§ **Exercise**
Read through the records. Copy each line that has the word "Gonzales".
══ Records for this exercise
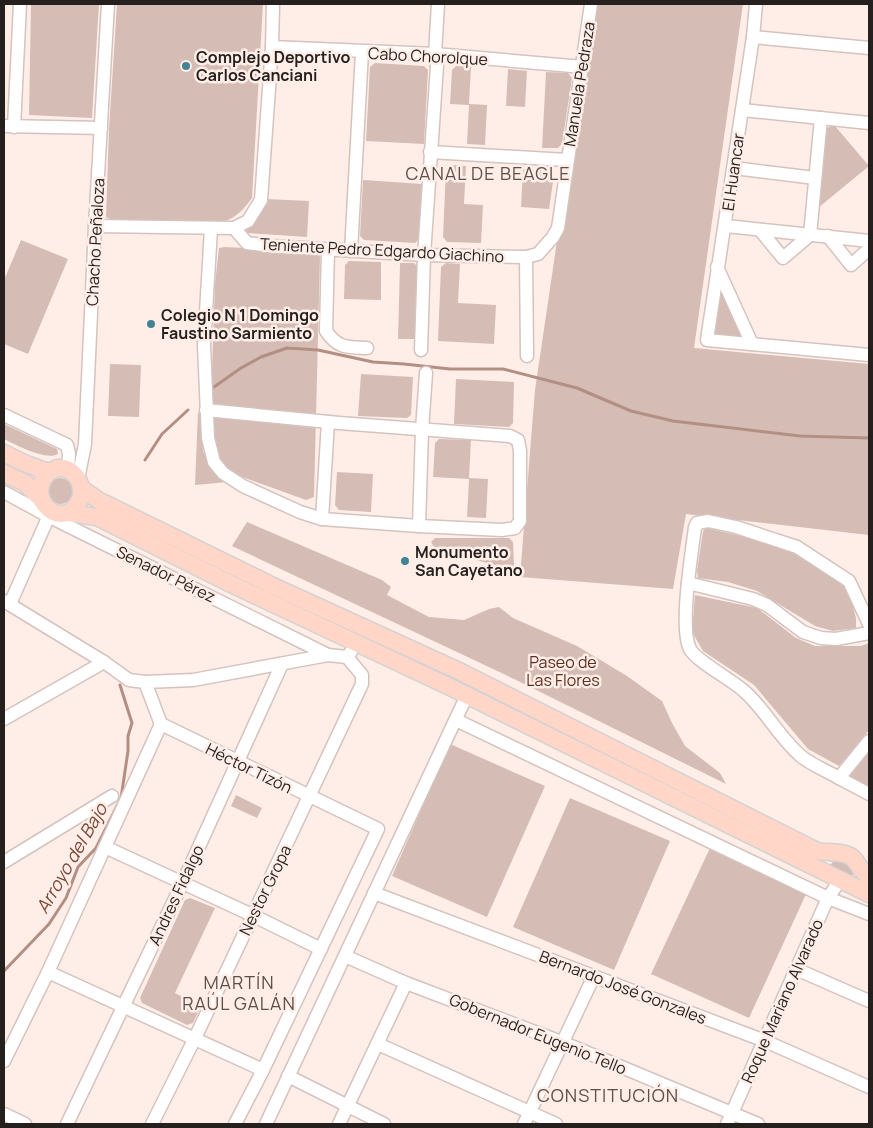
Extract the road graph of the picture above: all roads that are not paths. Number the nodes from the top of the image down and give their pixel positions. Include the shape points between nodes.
1 (20, 4) edge
2 (108, 4) edge
3 (273, 4) edge
4 (438, 4) edge
5 (591, 4) edge
6 (756, 4) edge
7 (753, 37) junction
8 (272, 47) junction
9 (869, 48) edge
10 (362, 52) junction
11 (435, 54) junction
12 (583, 67) junction
13 (742, 110) junction
14 (821, 118) junction
15 (869, 123) edge
16 (9, 127) edge
17 (101, 128) junction
18 (430, 152) junction
19 (567, 160) junction
20 (734, 168) junction
21 (815, 178) junction
22 (95, 226) junction
23 (726, 226) junction
24 (234, 228) junction
25 (211, 229) junction
26 (760, 230) junction
27 (810, 235) junction
28 (828, 236) junction
29 (868, 242) edge
30 (328, 250) junction
31 (351, 251) junction
32 (424, 255) junction
33 (526, 257) junction
34 (717, 267) junction
35 (752, 344) junction
36 (367, 348) dead end
37 (421, 350) dead end
38 (869, 355) edge
39 (527, 356) dead end
40 (426, 373) dead end
41 (206, 410) junction
42 (4, 415) edge
43 (328, 422) junction
44 (422, 430) junction
45 (4, 453) edge
46 (50, 471) junction
47 (4, 473) edge
48 (76, 479) junction
49 (4, 492) edge
50 (47, 509) junction
51 (68, 512) junction
52 (322, 519) junction
53 (419, 526) junction
54 (688, 583) junction
55 (7, 603) edge
56 (869, 624) edge
57 (869, 633) edge
58 (352, 650) junction
59 (328, 655) junction
60 (104, 662) junction
61 (282, 664) junction
62 (145, 682) junction
63 (468, 695) junction
64 (4, 719) edge
65 (456, 720) junction
66 (161, 724) junction
67 (869, 741) edge
68 (237, 762) junction
69 (839, 778) junction
70 (869, 794) edge
71 (112, 796) dead end
72 (309, 797) junction
73 (105, 847) junction
74 (834, 853) junction
75 (4, 862) edge
76 (863, 868) edge
77 (821, 870) junction
78 (182, 884) junction
79 (855, 887) edge
80 (374, 893) junction
81 (828, 898) junction
82 (869, 914) edge
83 (252, 915) junction
84 (321, 949) junction
85 (345, 956) junction
86 (796, 969) junction
87 (48, 972) junction
88 (594, 976) junction
89 (406, 983) junction
90 (869, 1001) edge
91 (124, 1006) junction
92 (194, 1038) junction
93 (765, 1041) junction
94 (564, 1043) junction
95 (378, 1044) junction
96 (4, 1060) edge
97 (263, 1070) junction
98 (288, 1076) junction
99 (869, 1086) edge
100 (348, 1106) junction
101 (4, 1114) edge
102 (729, 1118) edge
103 (527, 1119) edge
104 (25, 1124) edge
105 (67, 1124) edge
106 (152, 1124) edge
107 (235, 1124) edge
108 (266, 1124) edge
109 (340, 1124) edge
110 (384, 1124) edge
111 (556, 1124) edge
112 (758, 1124) edge

1 - 16 street
2 - 17 street, Chacho Peñaloza
3 - 8 street
4 - 11 street
5 - 12 street, Manuela Pedraza
6 - 7 street, El Huancar
7 - 9 street
7 - 13 street, El Huancar
8 - 10 street, Cabo Chorolque
8 - 24 street via 261,200 248,221
10 - 11 street, Cabo Chorolque
10 - 31 street
11 - 12 street, Cabo Chorolque
11 - 18 street via 437,66
12 - 19 street, Manuela Pedraza
13 - 14 street
13 - 20 street, El Huancar
14 - 15 street
14 - 21 street
16 - 17 street
17 - 22 street, Chacho Peñaloza
18 - 19 street
18 - 32 street
19 - 33 street, Manuela Pedraza via 558,228 538,254
20 - 21 street
20 - 23 street, El Huancar
21 - 27 street
22 - 25 street
22 - 48 street, Chacho Peñaloza via 85,444
23 - 26 street
23 - 34 street, El Huancar
24 - 25 street
24 - 30 street, Teniente Pedro Edgardo Giachino via 247,243
25 - 41 street via 204,345
26 - 27 street
26 - 27 street via 783,258
27 - 28 street
28 - 29 street
28 - 29 street via 851,265
30 - 31 street, Teniente Pedro Edgardo Giachino
30 - 36 street via 326,331 342,346
31 - 32 street, Teniente Pedro Edgardo Giachino
32 - 33 street, Teniente Pedro Edgardo Giachino
32 - 37 street
33 - 39 street
34 - 35 street
34 - 35 street, El Huancar via 707,340
35 - 38 street
40 - 44 street
41 - 43 street
41 - 52 street via 211,453 223,473 243,486
42 - 48 street via 66,445
43 - 44 street
43 - 52 street
44 - 53 street
44 - 53 street via 510,436 518,440 520,520 515,528 502,530
45 - 46 main road
46 - 48 main road via 59,468
46 - 50 main road via 40,483 39,491
47 - 50 main road via 25,483
48 - 51 main road via 79,502
48 - 74 main road via 98,500 459,671 817,851
49 - 50 street, Senador Pérez
50 - 51 main road via 62,514
50 - 55 street
50 - 59 street, Senador Pérez
51 - 58 main road via 97,517
52 - 53 street
54 - 56 street via 698,523 708,521 736,526 796,547 841,574 849,581
54 - 57 street via 753,599 767,605 804,632 821,638 836,639
54 - 69 street via 686,611 690,649 700,660 745,692 803,758
55 - 60 street
58 - 59 street
58 - 63 main road
58 - 72 street, Nestor Gropa via 362,675 362,684
59 - 61 street
60 - 62 street via 129,680
60 - 64 street
61 - 62 street via 193,680
61 - 68 street, Andres Fidalgo
62 - 66 street
63 - 65 street
63 - 77 main road
65 - 80 street
65 - 81 street
66 - 68 street, Héctor Tizón
66 - 73 street
67 - 69 street
68 - 72 street, Héctor Tizón
68 - 78 street, Andres Fidalgo
69 - 70 street
71 - 75 street
72 - 83 street, Nestor Gropa
72 - 84 street, Héctor Tizón via 378,830
73 - 78 street
73 - 87 street
74 - 76 main road via 846,854
74 - 77 main road via 823,862
76 - 79 main road
77 - 79 main road
78 - 83 street
78 - 91 street, Andres Fidalgo
79 - 81 street, Roque Mariano Alvarado
80 - 85 street
80 - 88 street, Bernardo José Gonzales
81 - 82 street
81 - 86 street, Roque Mariano Alvarado
83 - 84 street
83 - 92 street, Nestor Gropa
84 - 97 street
85 - 89 street, Gobernador Eugenio Tello
85 - 98 street
86 - 90 street
86 - 93 street, Roque Mariano Alvarado
87 - 91 street
87 - 96 street
88 - 93 street, Bernardo José Gonzales
88 - 94 street
89 - 94 street, Gobernador Eugenio Tello
89 - 95 street
91 - 92 street
91 - 105 street, Andres Fidalgo
92 - 97 street
92 - 106 street, Nestor Gropa
93 - 99 street, Bernardo José Gonzales
93 - 102 street, Roque Mariano Alvarado
94 - 102 street, Gobernador Eugenio Tello
94 - 103 street
95 - 100 street
95 - 103 street
97 - 107 street
98 - 100 street
98 - 108 street
100 - 109 street
100 - 110 street
101 - 104 street
102 - 112 street, Gobernador Eugenio Tello
103 - 111 street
════
§ **Output below**
80 - 88 street, Bernardo José Gonzales
88 - 93 street, Bernardo José Gonzales
93 - 99 street, Bernardo José Gonzales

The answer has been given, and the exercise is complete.